Abstract

To make decisions and produce actions, animals must make judgements about the state of the world based on prior knowledge and current sensory input. In order to probe neural circuits underlying such sensorimotor transformations, we developed a behavioural task in which stationary mice had to detect a sustained increase in the speed of a continuously varying visual stimulus, while we manipulated the animals’ expectation of when changes were probable. The design of the task allowed us to temporally separate processes that occur when the mouse reaches and executes its choice from processes that occur while the belief state of the mouse is still influenced by noisy sensory evidence. We then used wide-field calcium imaging to identify neural correlates of these processes in the dorsal neocortex. We found only a subset of cortical areas was modulated by the visual stimulus during the deliberation period while global responses were observed around choice execution and other overt movements. In visual cortical areas, stimulus responses were short-lived and independent of task experience.
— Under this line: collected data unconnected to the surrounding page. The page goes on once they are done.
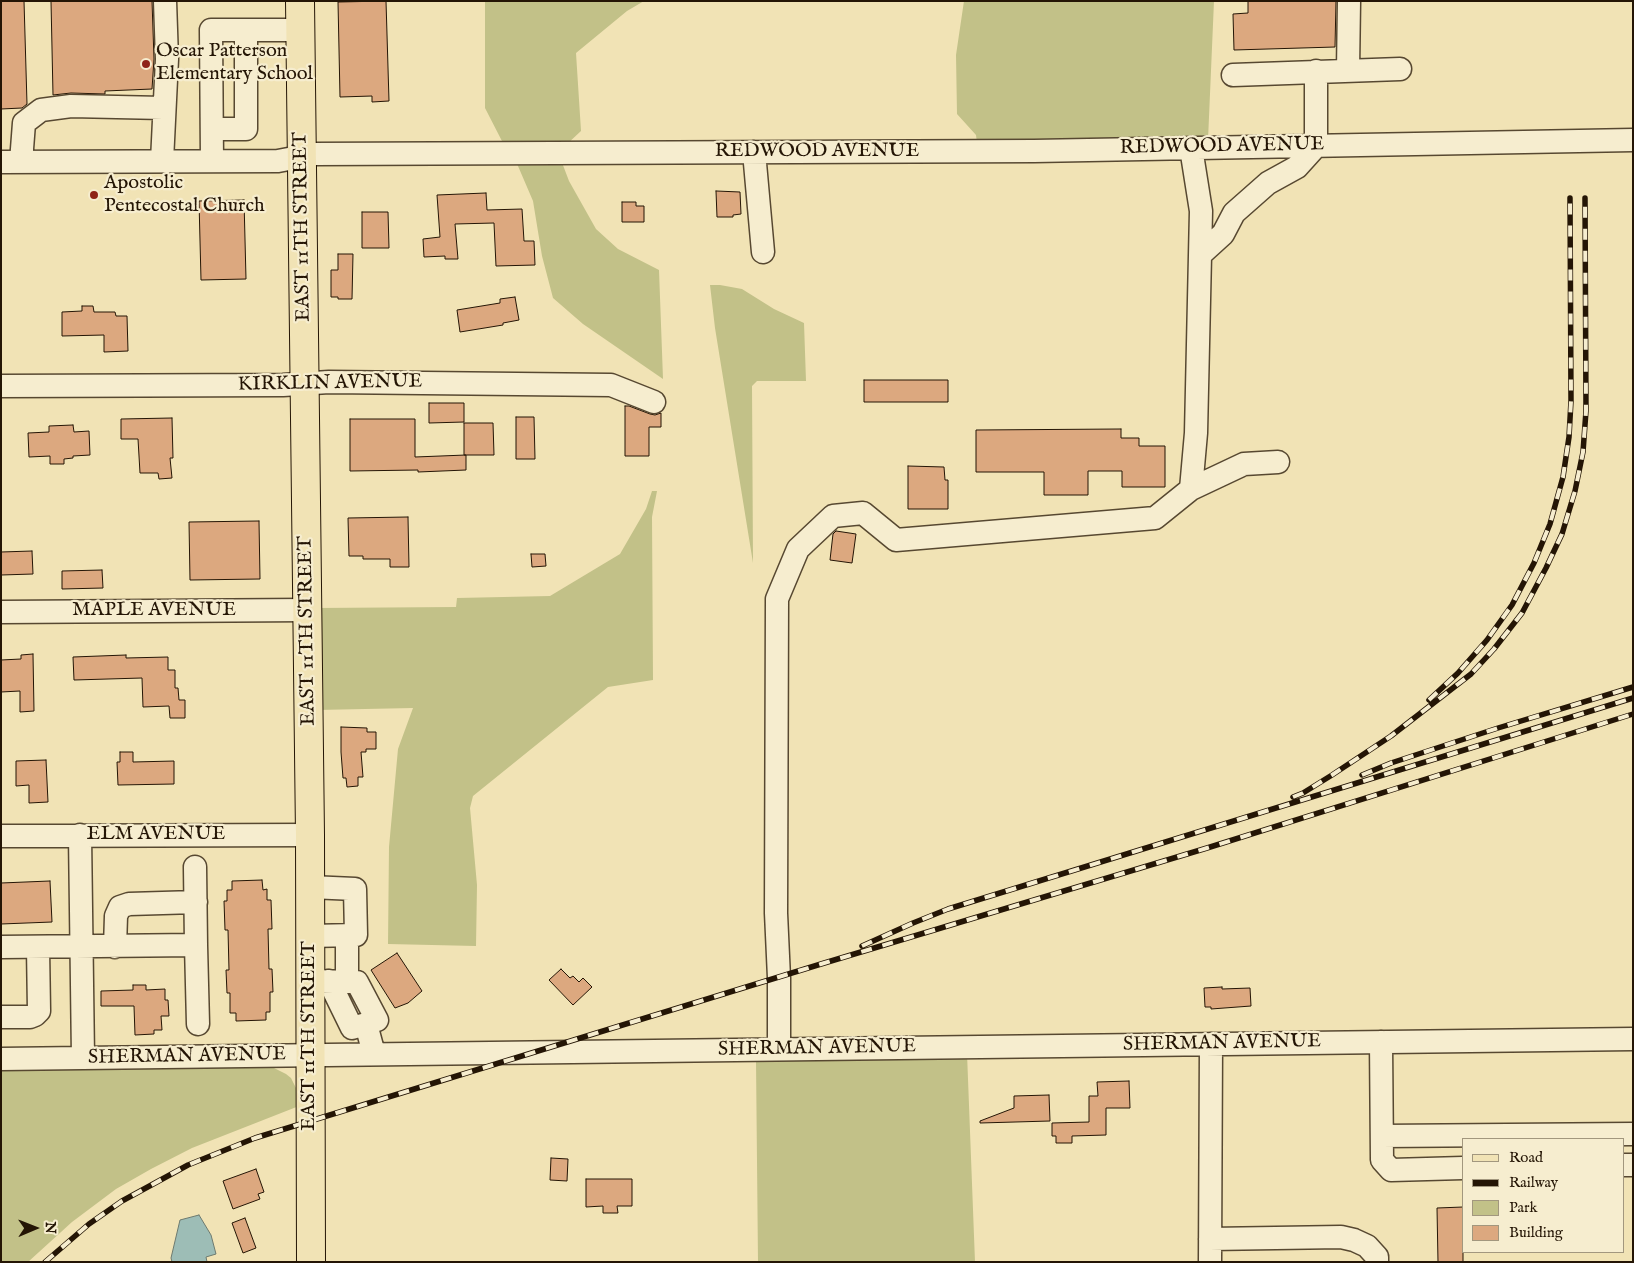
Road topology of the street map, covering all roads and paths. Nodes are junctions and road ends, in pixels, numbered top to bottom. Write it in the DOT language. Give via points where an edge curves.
graph roads {
  1 [pos="165,1"];
  2 [pos="300,1"];
  3 [pos="1349,1"];
  4 [pos="246,30"];
  5 [pos="300,30"];
  6 [pos="1400,69"];
  7 [pos="1348,70"];
  8 [pos="1316,71"];
  9 [pos="1233,75"];
  10 [pos="163,108"];
  11 [pos="212,129"];
  12 [pos="1633,140"];
  13 [pos="1316,146"];
  14 [pos="1191,148"];
  15 [pos="754,152"];
  16 [pos="302,156"];
  17 [pos="162,161"];
  18 [pos="212,161"];
  19 [pos="11,162"];
  20 [pos="763,252"];
  21 [pos="1201,254"];
  22 [pos="305,384"];
  23 [pos="1,386"];
  24 [pos="654,402"];
  25 [pos="1278,462"];
  26 [pos="1191,489"];
  27 [pos="308,610"];
  28 [pos="1,612"];
  29 [pos="310,834"];
  30 [pos="80,835"];
  31 [pos="1,836"];
  32 [pos="196,868"];
  33 [pos="310,887"];
  34 [pos="196,902"];
  35 [pos="347,935"];
  36 [pos="310,936"];
  37 [pos="196,945"];
  38 [pos="115,947"];
  39 [pos="1,948"];
  40 [pos="38,948"];
  41 [pos="81,948"];
  42 [pos="342,993"];
  43 [pos="1,1017"];
  44 [pos="198,1024"];
  45 [pos="1633,1039"];
  46 [pos="1381,1042"];
  47 [pos="1211,1044"];
  48 [pos="779,1049"];
  49 [pos="374,1054"];
  50 [pos="311,1055"];
  51 [pos="83,1058"];
  52 [pos="1,1059"];
  53 [pos="1633,1134"];
  54 [pos="1382,1136"];
  55 [pos="1462,1168"];
  56 [pos="1210,1239"];
  57 [pos="311,1262"];
  58 [pos="1210,1262"];
  59 [pos="1377,1262"];
  1 -- 10 [label="street" via="167,59"];
  2 -- 5 [label="main road, EAST 11TH STREET"];
  3 -- 7 [label="street"];
  4 -- 5 [label="street"];
  4 -- 11 [label="street" via="246,129"];
  4 -- 11 [label="street" via="211,30"];
  5 -- 16 [label="main road, EAST 11TH STREET"];
  6 -- 7 [label="street"];
  7 -- 8 [label="street"];
  8 -- 9 [label="street"];
  8 -- 13 [label="street"];
  10 -- 17 [label="street"];
  10 -- 19 [label="street" via="71,106 41,110 24,123"];
  11 -- 18 [label="street"];
  12 -- 13 [label="street, REDWOOD AVENUE"];
  13 -- 14 [label="street, REDWOOD AVENUE"];
  13 -- 21 [label="street" via="1297,167 1268,183 1234,213 1223,234"];
  14 -- 15 [label="street, REDWOOD AVENUE"];
  14 -- 21 [label="street" via="1201,211"];
  15 -- 16 [label="street, REDWOOD AVENUE"];
  15 -- 20 [label="street"];
  16 -- 18 [label="street, REDWOOD AVENUE" via="278,161"];
  16 -- 22 [label="main road, EAST 11TH STREET"];
  17 -- 18 [label="street, REDWOOD AVENUE"];
  17 -- 19 [label="street, REDWOOD AVENUE"];
  21 -- 26 [label="street" via="1196,433"];
  22 -- 23 [label="street, KIRKLIN AVENUE"];
  22 -- 24 [label="street, KIRKLIN AVENUE" via="611,384"];
  22 -- 27 [label="main road, EAST 11TH STREET"];
  25 -- 26 [label="street" via="1244,464"];
  26 -- 48 [label="street" via="1155,518 905,540 896,540 863,514 833,516 798,549 777,599"];
  27 -- 28 [label="street, MAPLE AVENUE"];
  27 -- 29 [label="main road, EAST 11TH STREET"];
  29 -- 30 [label="street, ELM AVENUE"];
  29 -- 33 [label="main road, EAST 11TH STREET"];
  30 -- 31 [label="street, ELM AVENUE"];
  30 -- 41 [label="street"];
  32 -- 34 [label="street"];
  33 -- 35 [label="street" via="355,889 356,936"];
  33 -- 36 [label="main road, EAST 11TH STREET"];
  34 -- 37 [label="street"];
  34 -- 38 [label="street" via="120,907 116,916"];
  35 -- 36 [label="street"];
  35 -- 42 [label="street"];
  36 -- 42 [label="main road, EAST 11TH STREET"];
  37 -- 38 [label="street"];
  37 -- 44 [label="street"];
  38 -- 41 [label="street"];
  39 -- 40 [label="street"];
  40 -- 41 [label="street"];
  40 -- 43 [label="street" via="38,1011 30,1017"];
  41 -- 51 [label="street"];
  42 -- 49 [label="street" via="377,1020 366,1024"];
  42 -- 50 [label="main road, EAST 11TH STREET"];
  45 -- 46 [label="street, SHERMAN AVENUE"];
  46 -- 47 [label="street, SHERMAN AVENUE"];
  46 -- 54 [label="street"];
  47 -- 48 [label="street, SHERMAN AVENUE"];
  47 -- 56 [label="street"];
  48 -- 49 [label="street, SHERMAN AVENUE"];
  49 -- 50 [label="street, SHERMAN AVENUE"];
  50 -- 51 [label="street, SHERMAN AVENUE"];
  50 -- 57 [label="main road, EAST 11TH STREET"];
  51 -- 52 [label="street, SHERMAN AVENUE"];
  53 -- 54 [label="street"];
  54 -- 55 [label="street" via="1382,1160 1391,1170"];
  56 -- 58 [label="street"];
  56 -- 59 [label="street" via="1342,1237 1367,1246 1377,1257"];
}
In contrast, responses in secondary motor cortex were selective for increases in stimulus speed, persisted beyond stimulus presentation, were influenced by animals’ expectation of the stimulus change, and occurred only in trained animals. These results suggest that secondary motor cortex plays a key role not only in motor preparation and execution of choice, but also during the continuous evaluation of sensory evidence during perceptual decision-making.